# Tezza Ya Pasa De Los 1.000, Felicidades Guapa



## romarsan

FELICIDADES TEZZA

Has sobrepasado los 1.000 posts. Sabes que te he seguido desde el principio y que me gusta tu forma de compartir lo que sabes.
Espero que sigas igual de prolífica y poder seguir disfrutando con tus intervenciones.
Un beso
Rosalía


----------



## SDLX Master

*YAYYY, 1K POSTS! FELICITACIONES ANNIE BABY!!*
No dejes nunca de ser tan linda, servicial y handy. Te queremos mucho.


----------



## Tezzaluna

SDLX Master said:


> *YAYYY, 1K POSTS! FELICITACIONES ANNIE BABY!!*
> No dejes nunca de ser tan linda, servicial y handy. Te queremos mucho.


 
SDLX,

I'm only here because I have the help of awesome guys like you.

Kisses.

Tezza



romarsan said:


> FELICIDADES TEZZA
> 
> Has sobrepasado los 1.000 posts. Sabes que te he seguido desde el principio y que me gusta tu forma de compartir lo que sabes.
> Espero que sigas igual de prolífica y poder seguir disfrutando con tus intervenciones.
> Un beso
> Rosalía


 
Rosalía darling,

Ni me acordaba que esta parte del foro existía.  I enjoy the forum only because of the continuous support and encouragement you give me.

Thank you for everything.

Cariños,

Ana


----------



## Fernita

*Querida Tezza: *

*¡¡¡¡CONGRATS POR TUS EXCELENTES POSTS Y GRACIAS *

*POR TU AMISTAD!!!!*

*un regalito*

*Hope you like it!!!!*

*Con todo cariño,*
*Fernita.*​


----------



## alexacohen

*¡¡¡¡FELICIDADES POR TUS EXCELENTES POSTS Y GRACIAS *​ 
*POR COMPARTIR TU TIEMPO CON NOSOTROS!!!!*​ 

*(Casi, casi como el de Fernita, pero sin link. Algún día aprenderé a ponerlos )*

*Cariños,*​ 
*Alexa*​


----------



## Eva Maria

Mi TezzaLluna en sus primeros 1.000 y yo sin percatarme! (Nuestra Rosalía es la que se ha dado cuenta primero!)
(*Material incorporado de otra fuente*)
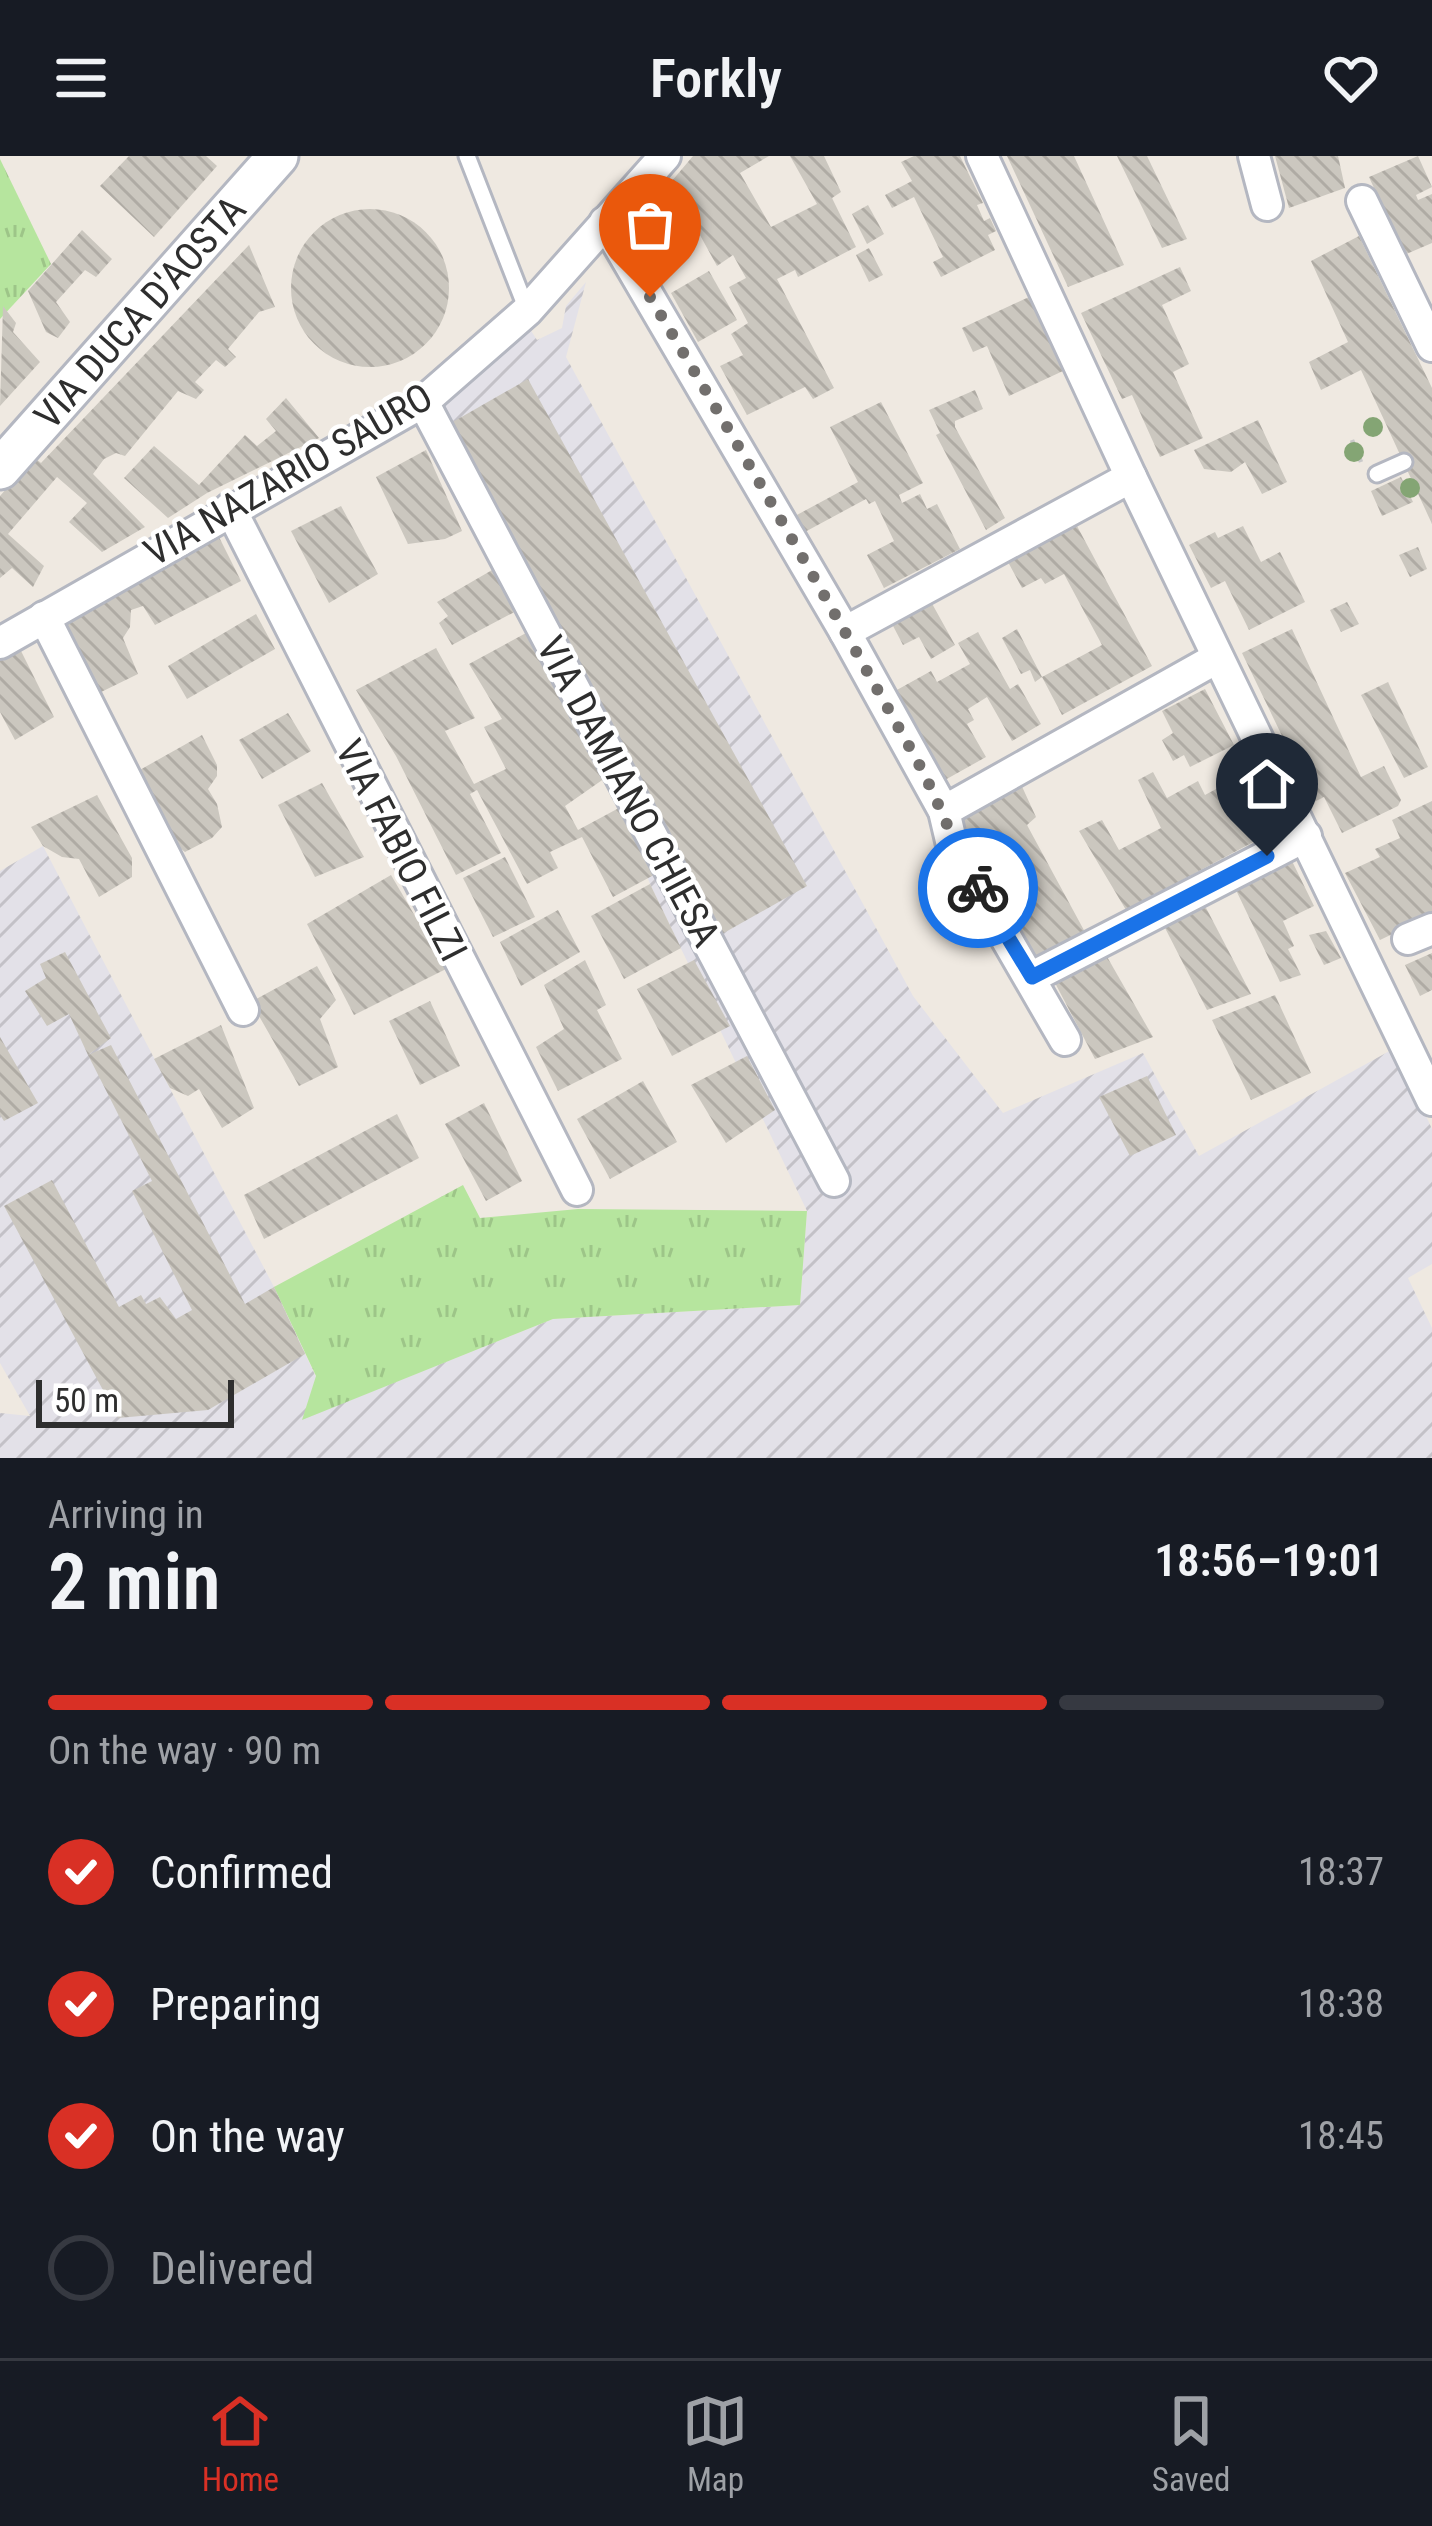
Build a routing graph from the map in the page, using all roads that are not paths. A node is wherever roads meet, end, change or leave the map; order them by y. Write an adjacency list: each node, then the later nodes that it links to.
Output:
1 (278, 156): 15 (street, VIA DUCA D'AOSTA)
2 (466, 156): 11 (lane)
3 (665, 156): 8 (street, VIA NAZARIO SAURO)
4 (982, 156): 17 (street)
5 (1254, 156): 7 (street)
6 (1361, 201): 10 (street)
7 (1267, 206)
8 (605, 222): 11 (street, VIA NAZARIO SAURO); 20 (street)
9 (1432, 272): 10 (street)
10 (1403, 286): 12 (street)
11 (527, 311): 13 (street, VIA NAZARIO SAURO)
12 (1432, 346)
13 (423, 402): 18 (street, VIA NAZARIO SAURO); 29 (street, VIA DAMIANO CHIESA)
14 (1404, 462): 16 (lane)
15 (0, 469)
16 (1370, 471)
17 (1131, 477): 20 (street); 22 (street)
18 (230, 508): 19 (street, VIA NAZARIO SAURO); 30 (street, VIA FABIO FILZI)
19 (44, 617): 21 (street, VIA NAZARIO SAURO); 26 (street)
20 (845, 632): 23 (street)
21 (0, 643)
22 (1217, 658): 23 (street); 24 (street)
23 (944, 811): 25 (street)
24 (1306, 836): 25 (street); 28 (street)
25 (1032, 977): 27 (street)
26 (243, 1010)
27 (1065, 1040)
28 (1432, 1100)
29 (834, 1181)
30 (577, 1190)

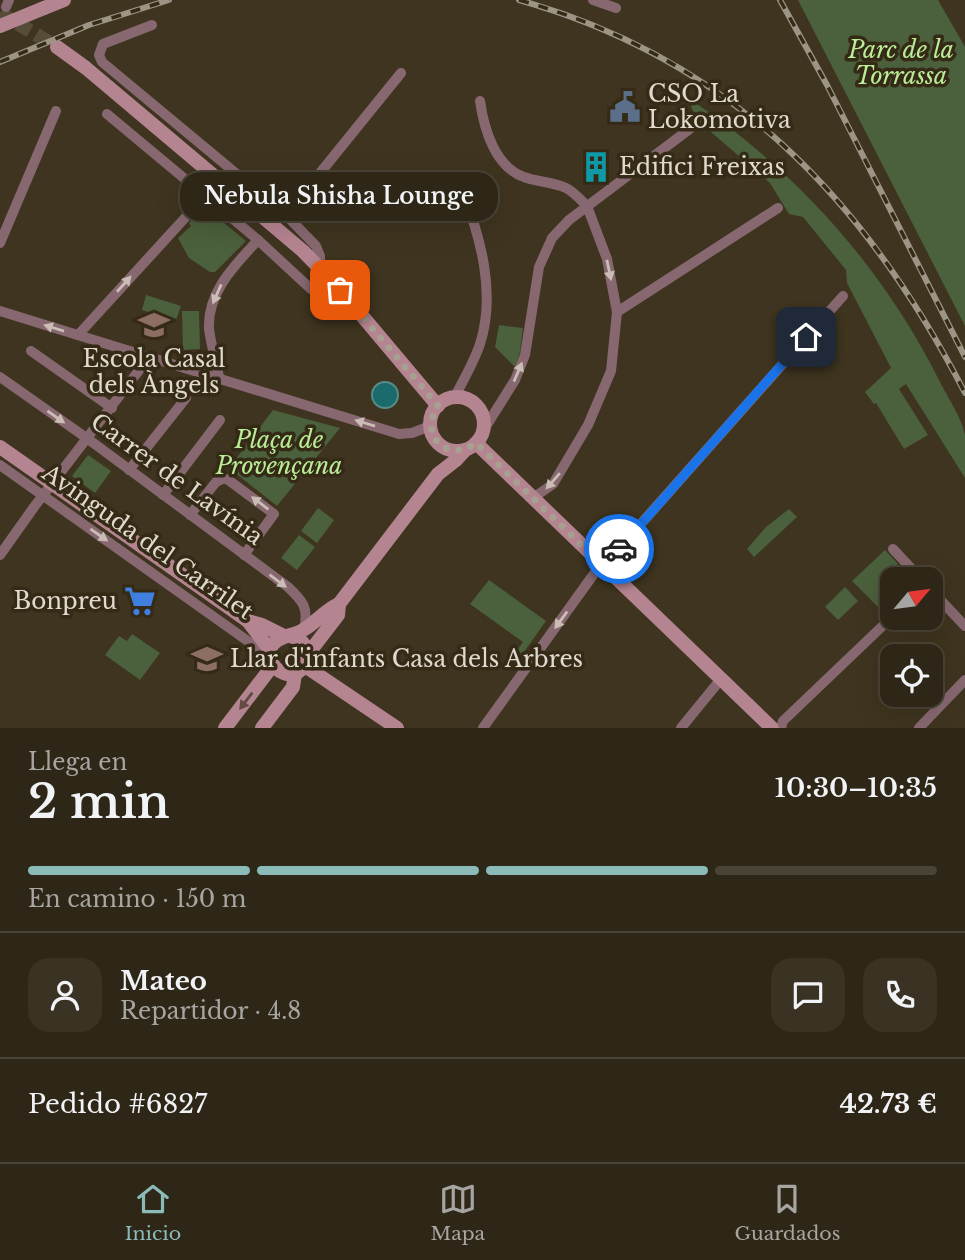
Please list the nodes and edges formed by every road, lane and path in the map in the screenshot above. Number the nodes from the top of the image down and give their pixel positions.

Eres inteligente, cariñosa, con un agudo sentido del humor, e incluso tienes gusto con los perros! ¿Qué más se puede pedir? (Aparte de que seas millonaria y te pegues la gran vida, quiero decir).

I love engaging with you in this crisp (but not crispy!) and bright intellectual intercourse you manage to create in all your posts! Eres fabulosa!

Besos mil! (De momento)

Eva Maria

PS: Hala! Ahora la fuente pasa de gigante a diminuta, y este windows del cuaternario no me deja cambiarla!


----------



## Tezzaluna

Eva Maria said:


> Mi TezzaLluna en sus primeros 1.000 y yo sin percatarme! (Nuestra Rosalía es la que se ha dado cuenta primero!)
> 
> Eres inteligente, cariñosa, con un agudo sentido del humor, e incluso tienes gusto con los perros! ¿Qué más se puede pedir? (Aparte de que seas millonaria y te pegues la gran vida, quiero decir).
> 
> I love engaging with you in this crisp (but not crispy!) and bright intellectual intercourse you manage to create in all your posts! Eres fabulosa!
> 
> Besos mil! (De momento)
> 
> Eva Maria
> 
> PS: Hala! Ahora la fuente pasa de gigante a diminuta, y este windows del cuaternario no me deja cambiarla!


 
Eva Maria,

From Halcyon Days to the Heart of Lightness...No only have you dwelt there, but you have become these.

Refreshment, intellectual stimulation and a good laugh, I might add, is what I have found in you here in the forum.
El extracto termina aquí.